• Task item
Would you repeat the listing exactly, without any of its images?

↓

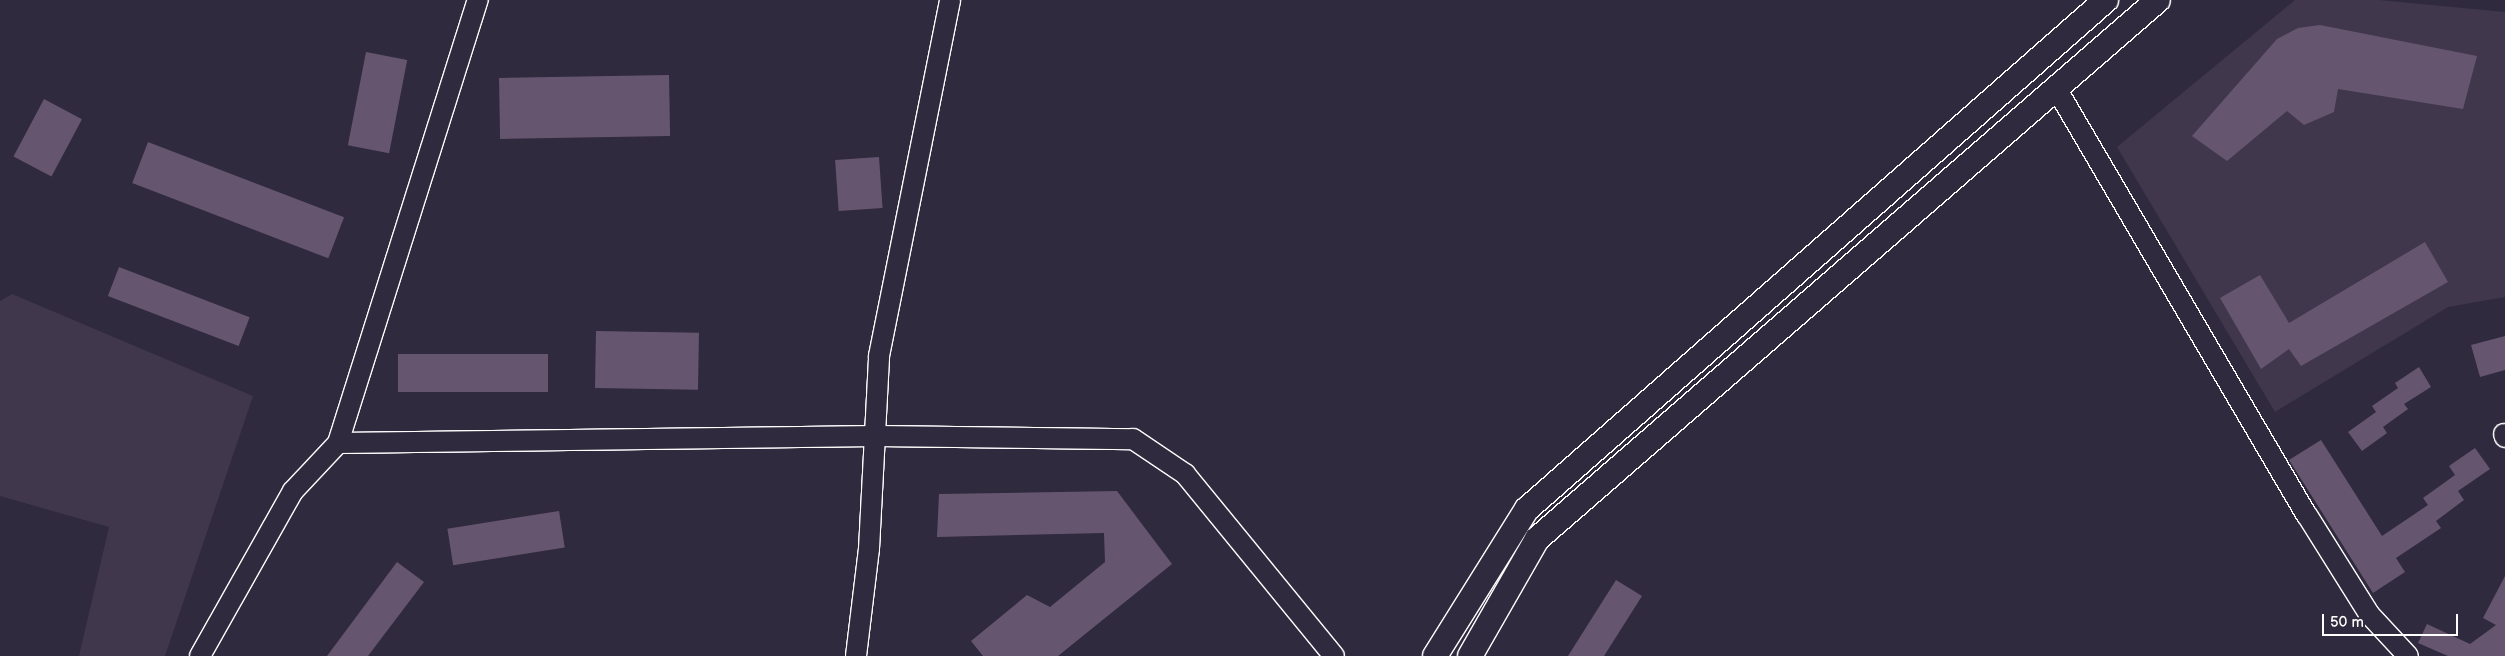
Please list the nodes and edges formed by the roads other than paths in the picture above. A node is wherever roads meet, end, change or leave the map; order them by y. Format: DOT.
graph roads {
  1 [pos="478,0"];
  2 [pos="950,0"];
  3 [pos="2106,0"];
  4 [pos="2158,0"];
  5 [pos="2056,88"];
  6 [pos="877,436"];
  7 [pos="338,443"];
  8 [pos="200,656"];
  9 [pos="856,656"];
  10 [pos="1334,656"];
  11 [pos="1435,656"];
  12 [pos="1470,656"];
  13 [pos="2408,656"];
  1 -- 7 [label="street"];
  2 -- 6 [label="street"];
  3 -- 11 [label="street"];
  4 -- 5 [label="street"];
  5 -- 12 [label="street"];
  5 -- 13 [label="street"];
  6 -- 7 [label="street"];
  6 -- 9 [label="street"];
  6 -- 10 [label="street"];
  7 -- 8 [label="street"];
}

↑

• The answer
Please list the nodes and edges formed by the roads other than paths in the picture above. A node is wherever roads meet, end, change or leave the map; order them by y. Format: DOT.
graph roads {
  1 [pos="478,0"];
  2 [pos="950,0"];
  3 [pos="2106,0"];
  4 [pos="2158,0"];
  5 [pos="2056,88"];
  6 [pos="877,436"];
  7 [pos="338,443"];
  8 [pos="200,656"];
  9 [pos="856,656"];
  10 [pos="1334,656"];
  11 [pos="1435,656"];
  12 [pos="1470,656"];
  13 [pos="2408,656"];
  1 -- 7 [label="street"];
  2 -- 6 [label="street"];
  3 -- 11 [label="street"];
  4 -- 5 [label="street"];
  5 -- 12 [label="street"];
  5 -- 13 [label="street"];
  6 -- 7 [label="street"];
  6 -- 9 [label="street"];
  6 -- 10 [label="street"];
  7 -- 8 [label="street"];
}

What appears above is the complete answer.